Die Idee mit den vier Frauen, die all ihre Geschichte mit Paddy und ihr derzeitiges Leben erzählen ist sicherlich auch gut gemacht und es wird auch deutlich abgegrenzt anhand den Kapitelüberschriften, aber teilweise war dennoch einfach zu viel. Vor allem die Parts von Lola waren für mich sehr schwer zu lesen, da ihre Sätze, die sie ins Tagebuch schreibt, sehr abgehackt sind, fand ich extrem nervend und furchtbar. Gelinde gesagt wären die Teile von Grace und Marny nicht im Erzählstil geschrieben, hätte ich das Buch schon nach wenigen Seiten zugeklappt worden.
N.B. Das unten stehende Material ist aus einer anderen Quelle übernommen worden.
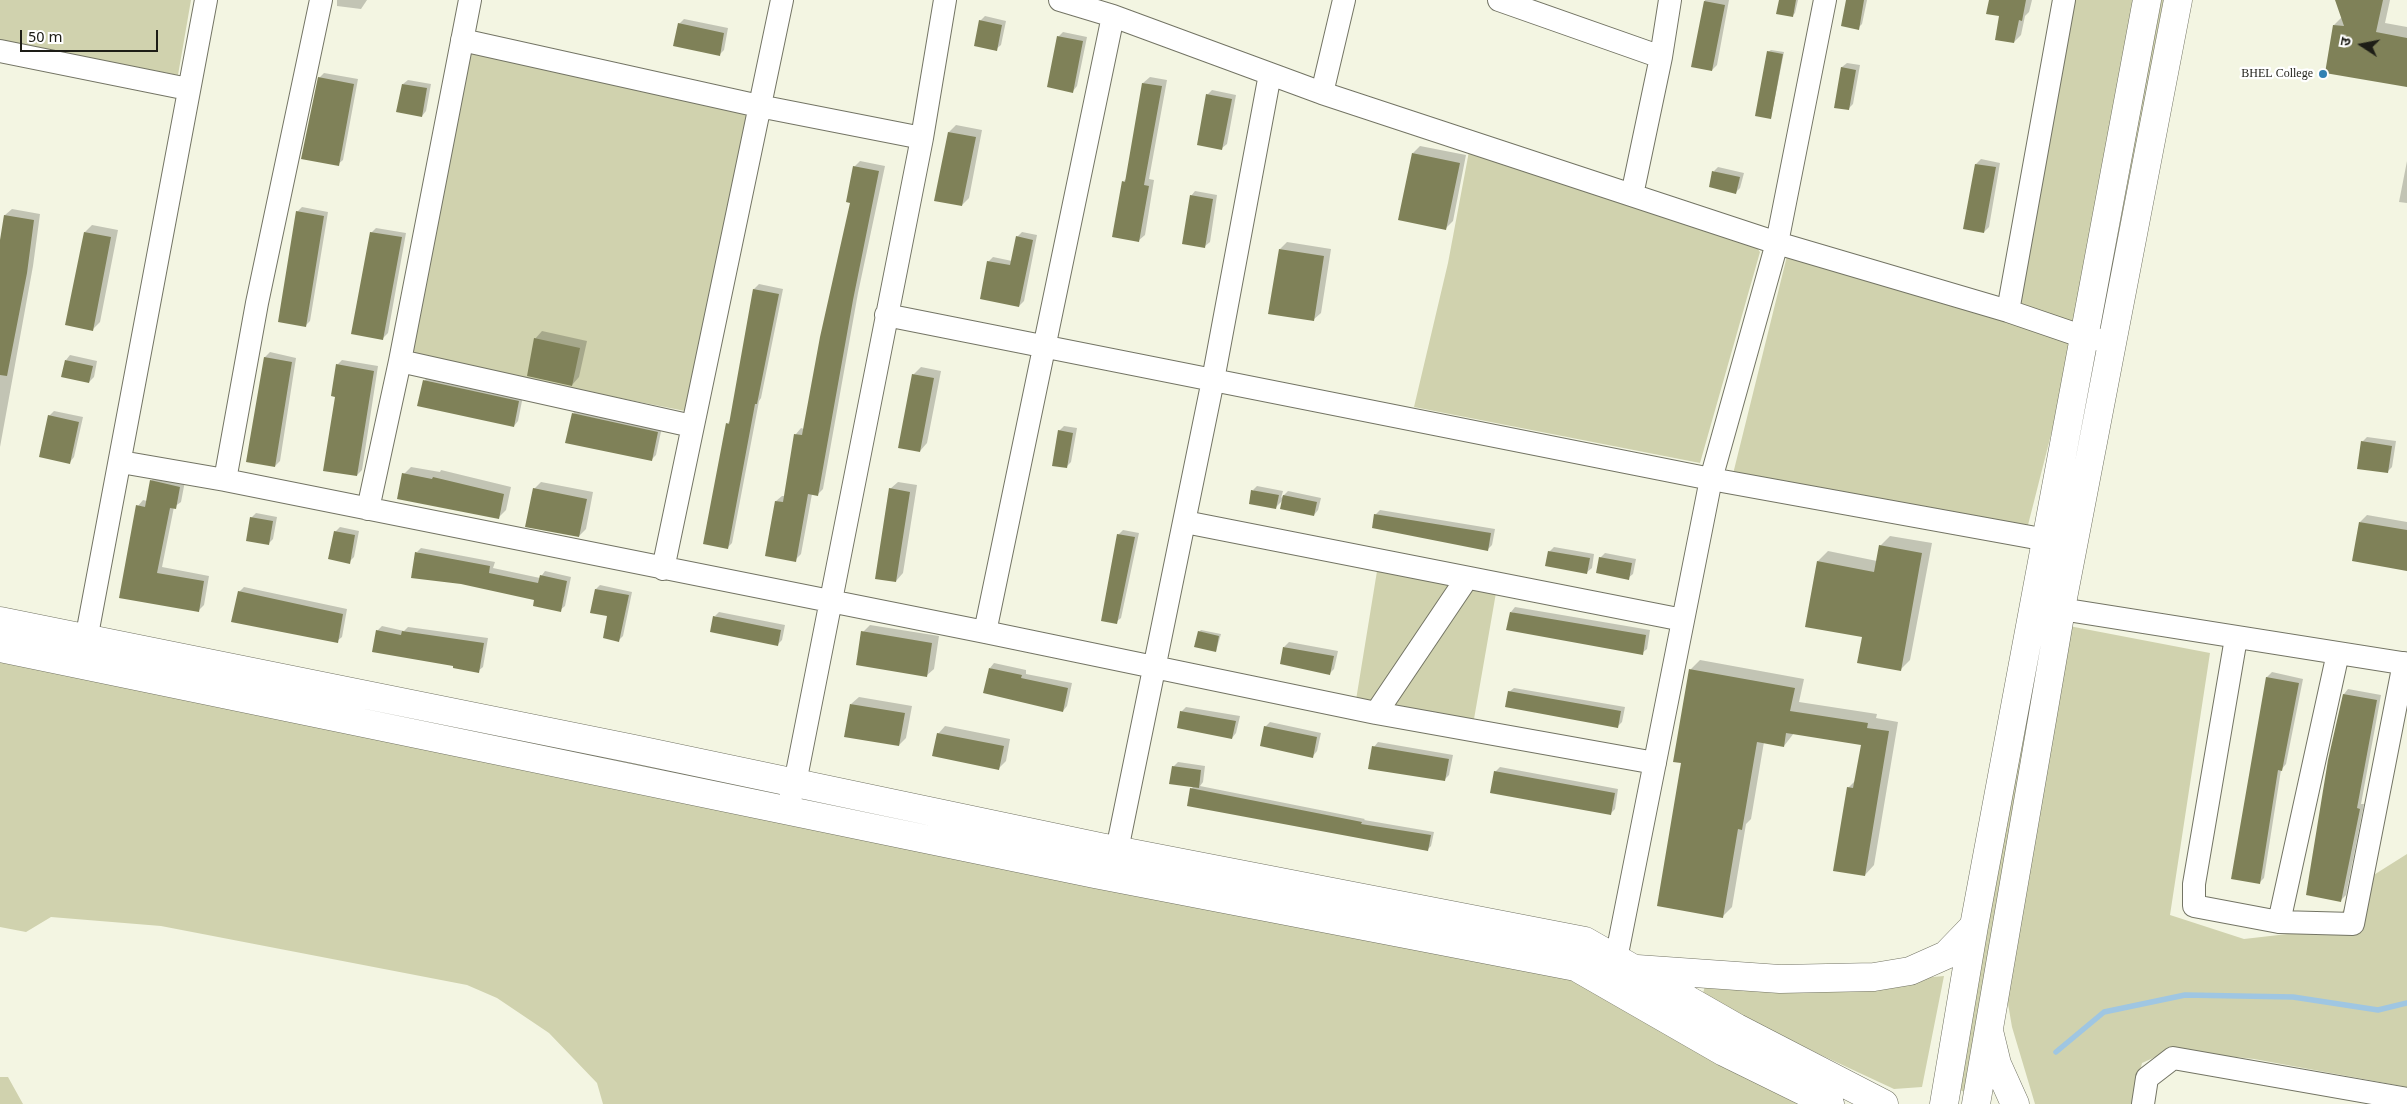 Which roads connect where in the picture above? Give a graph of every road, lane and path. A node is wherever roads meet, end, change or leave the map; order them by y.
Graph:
1 (206, 0) edge
2 (322, 0) edge
3 (470, 0) edge
4 (782, 0) edge
5 (945, 0) edge
6 (1060, 0) edge
7 (1344, 0) edge
8 (1670, 0) edge
9 (1825, 0) edge
10 (2064, 0) edge
11 (2147, 0) edge
12 (2178, 0) edge
13 (1508, 1) edge
14 (1113, 16) junction
15 (462, 40) junction
16 (0, 51) edge
17 (1661, 57) junction
18 (1270, 74) junction
19 (188, 89) junction
20 (1322, 93) junction
21 (759, 106) junction
22 (922, 138) junction
23 (1632, 195) junction
24 (1777, 243) junction
25 (2008, 311) junction
26 (886, 315) junction
27 (2084, 337) junction
28 (2112, 342) junction
29 (1043, 347) junction
30 (400, 361) junction
31 (1213, 380) junction
32 (692, 426) junction
33 (120, 462) junction
34 (1711, 479) junction
35 (225, 480) junction
36 (368, 509) junction
37 (1185, 522) junction
38 (2060, 541) junction
39 (663, 569) junction
40 (1466, 578) junction
41 (2036, 594) junction
42 (830, 601) junction
43 (2062, 603) junction
44 (1683, 620) junction
45 (0, 621) edge
46 (985, 632) junction
47 (2236, 638) junction
48 (0, 648) edge
49 (84, 651) junction
50 (2338, 652) junction
51 (2405, 664) edge
52 (1154, 668) junction
53 (1376, 713) junction
54 (1655, 763) junction
55 (795, 784) junction
56 (786, 810) junction
57 (1117, 850) junction
58 (2279, 922) junction
59 (1974, 926) junction
60 (1625, 964) junction
61 (1605, 984) junction
62 (1988, 1026) junction
63 (2372, 1099) edge
64 (2407, 1099) edge
65 (1830, 1104) edge
66 (1884, 1104) edge
67 (1944, 1104) edge
68 (1976, 1104) edge
69 (2015, 1104) edge
70 (2143, 1104) edge

1 - 19 street
2 - 35 street
3 - 15 street
4 - 21 street
5 - 22 street
6 - 14 street
7 - 20 street
8 - 17 street
9 - 24 street
10 - 25 street
11 - 27 street
12 - 28 street
13 - 17 street
14 - 18 street
14 - 29 street
15 - 21 street
15 - 30 street
16 - 19 street
17 - 23 street
18 - 20 street
18 - 31 street
19 - 33 street
20 - 23 street
21 - 22 street
21 - 32 street
22 - 26 street
23 - 24 street
24 - 25 street
24 - 34 street
25 - 27 street
26 - 29 street
26 - 42 street
27 - 28 street
27 - 38 street
28 - 38 street
29 - 31 street
29 - 46 street
30 - 32 street
30 - 36 street
31 - 34 street
31 - 37 street
32 - 39 street
33 - 35 street
33 - 49 street
34 - 38 street
34 - 44 street
35 - 36 street
36 - 39 street
37 - 40 street
37 - 52 street
38 - 41 street
38 - 43 street
39 - 42 street
40 - 44 street
40 - 53 street
41 - 43 street
41 - 59 street
42 - 46 street
42 - 55 street
43 - 47 street
43 - 62 street
44 - 54 street
45 - 49 street
46 - 52 street
47 - 50 street
47 - 58 street
48 - 49 street
49 - 55 street
49 - 56 street
50 - 51 street
50 - 58 street
51 - 58 street
52 - 53 street
52 - 57 street
53 - 54 street
54 - 60 street
55 - 56 street
55 - 57 street
56 - 61 street
57 - 60 street
59 - 60 street
59 - 67 street
60 - 61 street
60 - 66 street
61 - 65 street
62 - 68 street
62 - 69 street
63 - 64 street
63 - 70 street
Insgesamt gesehen fand ich die Story auch etwas langatmig. Die Lebensgeschichten der vier Frauen und wie sie zusammenhängen, waren sehr interessant geschrieben worden, aber irgendwie hatte ich immer wieder das Gefühl, dass Marian Keyes gar nicht weiß wie sie das Buch beenden soll. Soll es nun eine Lebensgeschichte der vier Frauen werden oder will sie doch noch Paddy de Courcys Verhalten aufdecken. Erst im letzten Drittel des Buches kommt dann so etwas wie Klarheit in die Sache und nun habe ich mich nur noch gefragt, wie lässt sie die Geschichte zu Ende gehen. Und ja der “Märchenprinz” hat ein Ende, aber erwartet man dies auch nach all den Seiten in dieser Form? Ich weiß es nicht, aber dennoch bin ich mit dem Ende zufrieden. Auch wenn dieses mich das Buch nicht in einem besseren Licht erscheinen lässt.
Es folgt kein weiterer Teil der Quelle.